■ Source data
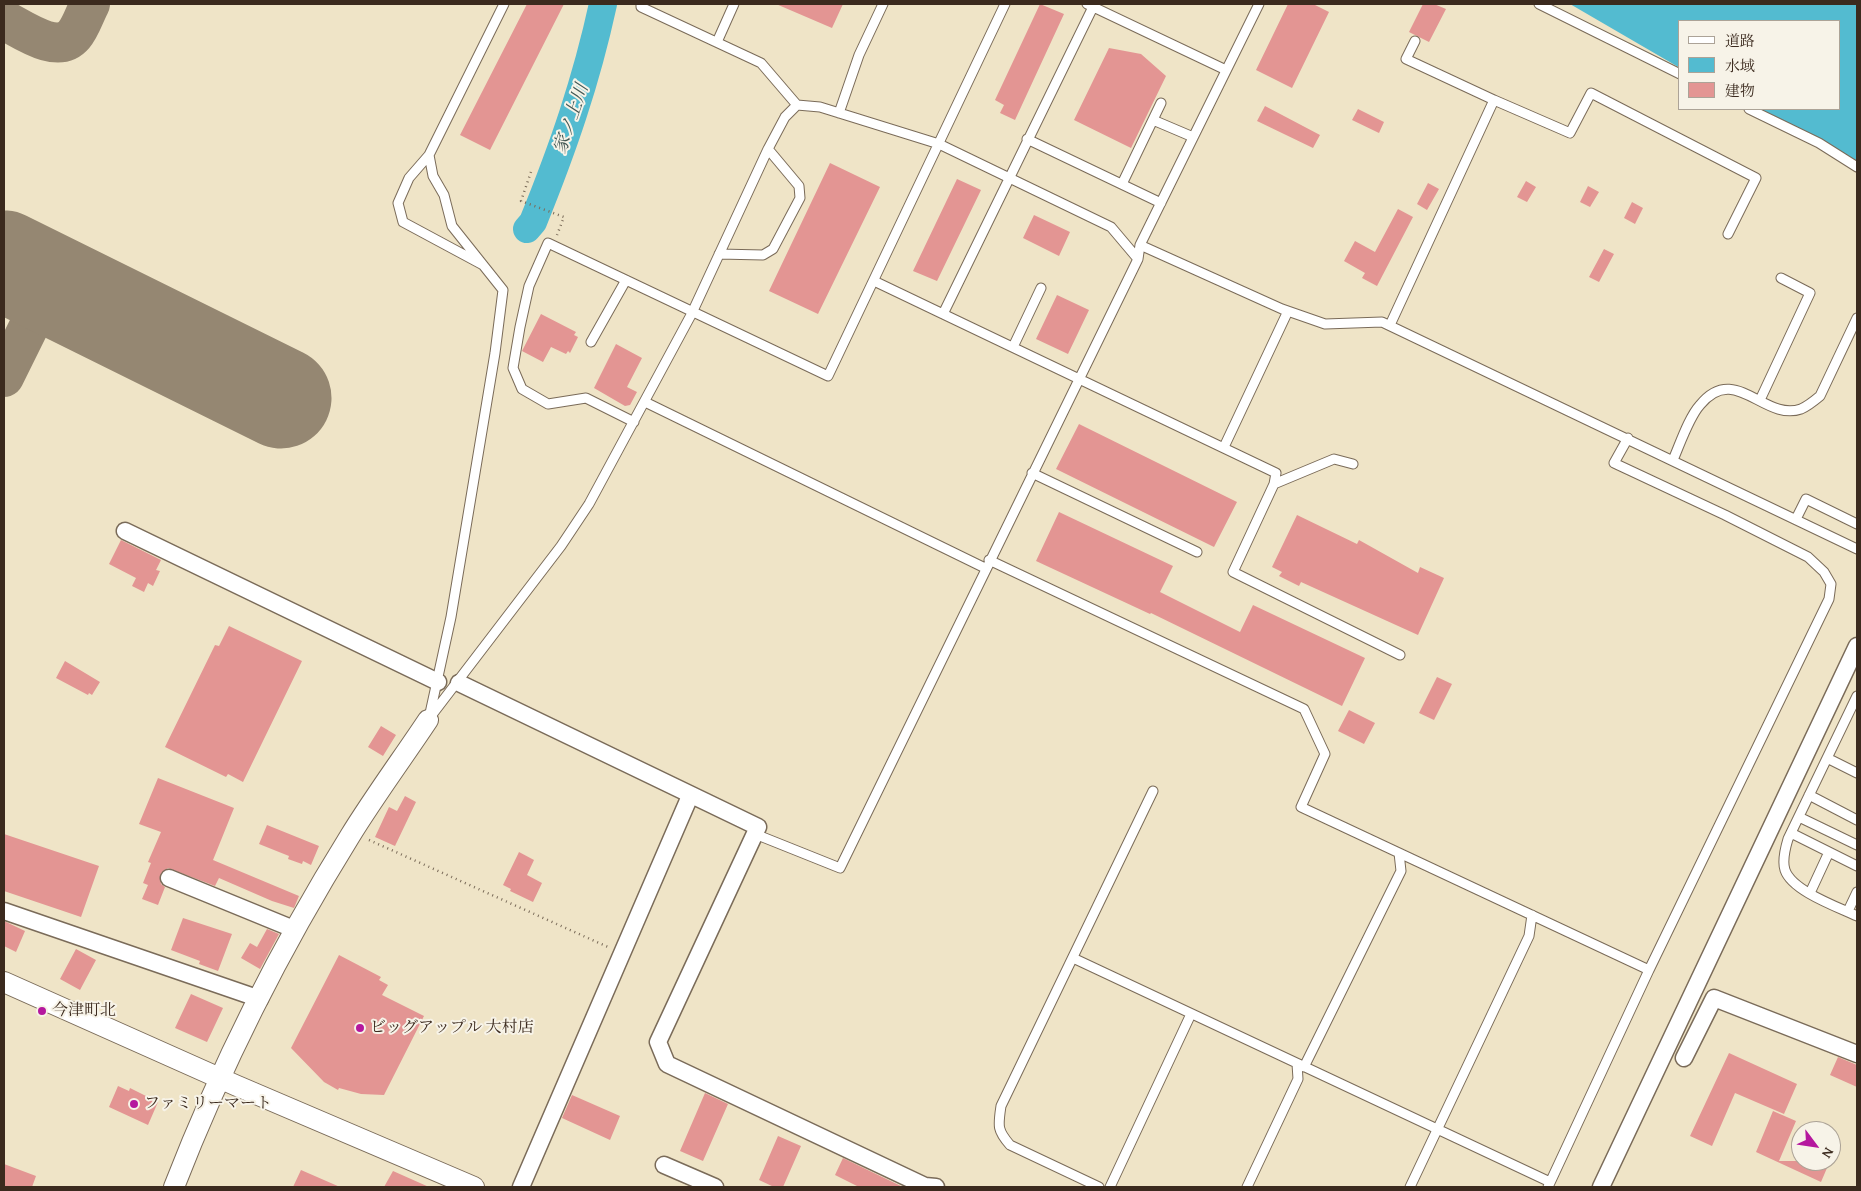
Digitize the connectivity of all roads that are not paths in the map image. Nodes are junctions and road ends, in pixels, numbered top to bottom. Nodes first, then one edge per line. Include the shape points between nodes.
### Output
1 (504, 4) edge
2 (641, 4) edge
3 (734, 4) edge
4 (883, 4) edge
5 (1005, 4) edge
6 (1259, 4) edge
7 (1539, 4) edge
8 (1090, 5) edge
9 (1415, 40) dead end
10 (717, 42) junction
11 (1226, 70) junction
12 (1678, 73) edge
13 (1494, 100) junction
14 (1161, 103) dead end
15 (797, 105) junction
16 (1752, 110) edge
17 (839, 113) junction
18 (1153, 120) junction
19 (1193, 137) junction
20 (1027, 139) junction
21 (939, 144) junction
22 (768, 149) junction
23 (429, 155) junction
24 (1857, 167) edge
25 (1008, 177) junction
26 (1122, 184) junction
27 (1161, 203) junction
28 (1728, 234) dead end
29 (1140, 246) junction
30 (718, 254) junction
31 (1138, 259) junction
32 (483, 265) junction
33 (1781, 278) dead end
34 (626, 280) junction
35 (874, 281) junction
36 (1041, 288) dead end
37 (1288, 311) junction
38 (692, 312) junction
39 (943, 314) junction
40 (1857, 318) edge
41 (1390, 325) junction
42 (591, 342) dead end
43 (1013, 347) junction
44 (1079, 378) junction
45 (1760, 400) junction
46 (645, 402) junction
47 (634, 422) junction
48 (1628, 438) junction
49 (1224, 447) junction
50 (1672, 460) junction
51 (1353, 464) dead end
52 (1032, 473) junction
53 (1274, 484) junction
54 (1796, 519) junction
55 (1857, 524) edge
56 (125, 531) dead end
57 (1857, 548) edge
58 (1196, 552) dead end
59 (987, 564) junction
60 (1857, 646) edge
61 (1400, 655) dead end
62 (438, 682) junction
63 (459, 683) junction
64 (1857, 696) edge
65 (1853, 717) edge
66 (428, 720) junction
67 (1827, 758) junction
68 (1857, 773) edge
69 (1153, 791) dead end
70 (1809, 795) junction
71 (690, 796) junction
72 (1799, 817) junction
73 (1857, 820) edge
74 (1791, 833) junction
75 (755, 834) junction
76 (1857, 845) edge
77 (1829, 852) junction
78 (1399, 853) junction
79 (1857, 866) edge
80 (168, 878) dead end
81 (1857, 892) edge
82 (1810, 893) junction
83 (4, 911) edge
84 (1848, 911) junction
85 (1532, 915) junction
86 (1857, 916) edge
87 (296, 930) junction
88 (1072, 958) junction
89 (1649, 970) junction
90 (4, 982) edge
91 (260, 998) junction
92 (1192, 1014) junction
93 (1857, 1054) edge
94 (1684, 1058) dead end
95 (1301, 1065) junction
96 (221, 1077) junction
97 (1438, 1130) junction
98 (664, 1164) dead end
99 (1549, 1185) edge
100 (174, 1187) edge
101 (474, 1187) edge
102 (521, 1187) edge
103 (715, 1187) edge
104 (936, 1187) edge
105 (1099, 1187) edge
106 (1110, 1187) edge
107 (1247, 1187) edge
108 (1410, 1187) edge
109 (1601, 1187) edge

1 - 23 lane
2 - 10 lane
3 - 10 lane
4 - 17 lane via 859,56
5 - 21 lane
6 - 11 lane
7 - 12 lane
8 - 11 lane
8 - 20 lane
9 - 13 lane via 1406,59
10 - 15 lane via 761,63
11 - 19 lane
13 - 28 lane via 1570,133 1591,93 1756,178
13 - 41 lane
14 - 18 lane
15 - 17 lane
15 - 22 lane via 785,117
16 - 24 lane via 1819,143
17 - 21 lane
18 - 19 lane
18 - 26 lane
19 - 27 lane
20 - 25 lane
20 - 26 lane
21 - 25 lane
21 - 35 lane
22 - 30 lane
22 - 30 lane via 799,186 800,198 773,249 762,255
23 - 32 lane via 432,176 444,195 452,226
23 - 32 lane via 409,178 398,203 403,222
25 - 31 lane via 1111,227
25 - 39 lane
26 - 27 lane
27 - 29 lane
29 - 31 lane
29 - 37 lane
30 - 38 lane
31 - 44 lane
32 - 62 lane via 504,290
33 - 45 lane via 1810,293
34 - 38 lane
34 - 42 lane
34 - 47 lane via 548,243 529,286 514,368 522,389 548,404 586,398
35 - 38 lane via 828,376
35 - 39 lane
36 - 43 lane
37 - 41 lane via 1325,324 1382,322
37 - 49 lane
38 - 46 lane
39 - 43 lane
40 - 45 lane via 1820,396 1802,409 1791,411
41 - 48 lane
43 - 44 lane
44 - 49 lane
44 - 52 lane
45 - 50 lane via 1734,389 1723,388 1712,393 1698,406
46 - 47 lane
46 - 59 lane
47 - 63 lane via 589,504 561,546
48 - 50 lane
48 - 89 lane via 1614,463 1808,557 1831,584 1829,599
49 - 53 lane via 1276,473
50 - 54 lane
51 - 53 lane via 1334,459
52 - 58 lane
52 - 59 lane
53 - 61 lane via 1233,572
54 - 55 lane via 1806,499
54 - 57 lane
56 - 62 street
59 - 75 lane via 840,868
59 - 78 lane via 1304,709 1324,754 1301,807
60 - 109 street
62 - 66 lane
63 - 66 lane
63 - 71 street
64 - 65 lane
65 - 67 lane
66 - 87 street via 350,835
67 - 68 lane
67 - 70 lane
69 - 88 lane
70 - 72 lane
70 - 73 lane
71 - 75 street via 758,827
71 - 102 street
72 - 74 lane
72 - 76 lane
74 - 77 lane
74 - 82 lane via 1784,853 1785,870 1794,883
75 - 104 street via 658,1042 667,1064 925,1186
77 - 79 lane
77 - 82 lane
78 - 85 lane
78 - 95 lane via 1401,871
80 - 87 street
81 - 84 lane
82 - 84 lane
83 - 91 street
84 - 86 lane
85 - 89 lane
85 - 97 lane via 1529,936
87 - 91 street
88 - 92 lane
88 - 105 lane via 1002,1106 1000,1133 1010,1145
89 - 99 lane
90 - 96 street
91 - 96 street
92 - 95 lane
92 - 106 lane
93 - 94 street via 1714,998
95 - 97 lane
95 - 107 lane via 1298,1078
96 - 100 street
96 - 101 street
97 - 99 lane
97 - 108 lane
98 - 103 street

■ Directions
Pictures aside, repeat each entry in full and without change.

■ Answer to this problem
Digitize the connectivity of all roads that are not paths in the map image. Nodes are junctions and road ends, in pixels, numbered top to bottom. Nodes first, then one edge per line. Include the shape points between nodes.
### Output
1 (504, 4) edge
2 (641, 4) edge
3 (734, 4) edge
4 (883, 4) edge
5 (1005, 4) edge
6 (1259, 4) edge
7 (1539, 4) edge
8 (1090, 5) edge
9 (1415, 40) dead end
10 (717, 42) junction
11 (1226, 70) junction
12 (1678, 73) edge
13 (1494, 100) junction
14 (1161, 103) dead end
15 (797, 105) junction
16 (1752, 110) edge
17 (839, 113) junction
18 (1153, 120) junction
19 (1193, 137) junction
20 (1027, 139) junction
21 (939, 144) junction
22 (768, 149) junction
23 (429, 155) junction
24 (1857, 167) edge
25 (1008, 177) junction
26 (1122, 184) junction
27 (1161, 203) junction
28 (1728, 234) dead end
29 (1140, 246) junction
30 (718, 254) junction
31 (1138, 259) junction
32 (483, 265) junction
33 (1781, 278) dead end
34 (626, 280) junction
35 (874, 281) junction
36 (1041, 288) dead end
37 (1288, 311) junction
38 (692, 312) junction
39 (943, 314) junction
40 (1857, 318) edge
41 (1390, 325) junction
42 (591, 342) dead end
43 (1013, 347) junction
44 (1079, 378) junction
45 (1760, 400) junction
46 (645, 402) junction
47 (634, 422) junction
48 (1628, 438) junction
49 (1224, 447) junction
50 (1672, 460) junction
51 (1353, 464) dead end
52 (1032, 473) junction
53 (1274, 484) junction
54 (1796, 519) junction
55 (1857, 524) edge
56 (125, 531) dead end
57 (1857, 548) edge
58 (1196, 552) dead end
59 (987, 564) junction
60 (1857, 646) edge
61 (1400, 655) dead end
62 (438, 682) junction
63 (459, 683) junction
64 (1857, 696) edge
65 (1853, 717) edge
66 (428, 720) junction
67 (1827, 758) junction
68 (1857, 773) edge
69 (1153, 791) dead end
70 (1809, 795) junction
71 (690, 796) junction
72 (1799, 817) junction
73 (1857, 820) edge
74 (1791, 833) junction
75 (755, 834) junction
76 (1857, 845) edge
77 (1829, 852) junction
78 (1399, 853) junction
79 (1857, 866) edge
80 (168, 878) dead end
81 (1857, 892) edge
82 (1810, 893) junction
83 (4, 911) edge
84 (1848, 911) junction
85 (1532, 915) junction
86 (1857, 916) edge
87 (296, 930) junction
88 (1072, 958) junction
89 (1649, 970) junction
90 (4, 982) edge
91 (260, 998) junction
92 (1192, 1014) junction
93 (1857, 1054) edge
94 (1684, 1058) dead end
95 (1301, 1065) junction
96 (221, 1077) junction
97 (1438, 1130) junction
98 (664, 1164) dead end
99 (1549, 1185) edge
100 (174, 1187) edge
101 (474, 1187) edge
102 (521, 1187) edge
103 (715, 1187) edge
104 (936, 1187) edge
105 (1099, 1187) edge
106 (1110, 1187) edge
107 (1247, 1187) edge
108 (1410, 1187) edge
109 (1601, 1187) edge

1 - 23 lane
2 - 10 lane
3 - 10 lane
4 - 17 lane via 859,56
5 - 21 lane
6 - 11 lane
7 - 12 lane
8 - 11 lane
8 - 20 lane
9 - 13 lane via 1406,59
10 - 15 lane via 761,63
11 - 19 lane
13 - 28 lane via 1570,133 1591,93 1756,178
13 - 41 lane
14 - 18 lane
15 - 17 lane
15 - 22 lane via 785,117
16 - 24 lane via 1819,143
17 - 21 lane
18 - 19 lane
18 - 26 lane
19 - 27 lane
20 - 25 lane
20 - 26 lane
21 - 25 lane
21 - 35 lane
22 - 30 lane
22 - 30 lane via 799,186 800,198 773,249 762,255
23 - 32 lane via 432,176 444,195 452,226
23 - 32 lane via 409,178 398,203 403,222
25 - 31 lane via 1111,227
25 - 39 lane
26 - 27 lane
27 - 29 lane
29 - 31 lane
29 - 37 lane
30 - 38 lane
31 - 44 lane
32 - 62 lane via 504,290
33 - 45 lane via 1810,293
34 - 38 lane
34 - 42 lane
34 - 47 lane via 548,243 529,286 514,368 522,389 548,404 586,398
35 - 38 lane via 828,376
35 - 39 lane
36 - 43 lane
37 - 41 lane via 1325,324 1382,322
37 - 49 lane
38 - 46 lane
39 - 43 lane
40 - 45 lane via 1820,396 1802,409 1791,411
41 - 48 lane
43 - 44 lane
44 - 49 lane
44 - 52 lane
45 - 50 lane via 1734,389 1723,388 1712,393 1698,406
46 - 47 lane
46 - 59 lane
47 - 63 lane via 589,504 561,546
48 - 50 lane
48 - 89 lane via 1614,463 1808,557 1831,584 1829,599
49 - 53 lane via 1276,473
50 - 54 lane
51 - 53 lane via 1334,459
52 - 58 lane
52 - 59 lane
53 - 61 lane via 1233,572
54 - 55 lane via 1806,499
54 - 57 lane
56 - 62 street
59 - 75 lane via 840,868
59 - 78 lane via 1304,709 1324,754 1301,807
60 - 109 street
62 - 66 lane
63 - 66 lane
63 - 71 street
64 - 65 lane
65 - 67 lane
66 - 87 street via 350,835
67 - 68 lane
67 - 70 lane
69 - 88 lane
70 - 72 lane
70 - 73 lane
71 - 75 street via 758,827
71 - 102 street
72 - 74 lane
72 - 76 lane
74 - 77 lane
74 - 82 lane via 1784,853 1785,870 1794,883
75 - 104 street via 658,1042 667,1064 925,1186
77 - 79 lane
77 - 82 lane
78 - 85 lane
78 - 95 lane via 1401,871
80 - 87 street
81 - 84 lane
82 - 84 lane
83 - 91 street
84 - 86 lane
85 - 89 lane
85 - 97 lane via 1529,936
87 - 91 street
88 - 92 lane
88 - 105 lane via 1002,1106 1000,1133 1010,1145
89 - 99 lane
90 - 96 street
91 - 96 street
92 - 95 lane
92 - 106 lane
93 - 94 street via 1714,998
95 - 97 lane
95 - 107 lane via 1298,1078
96 - 100 street
96 - 101 street
97 - 99 lane
97 - 108 lane
98 - 103 street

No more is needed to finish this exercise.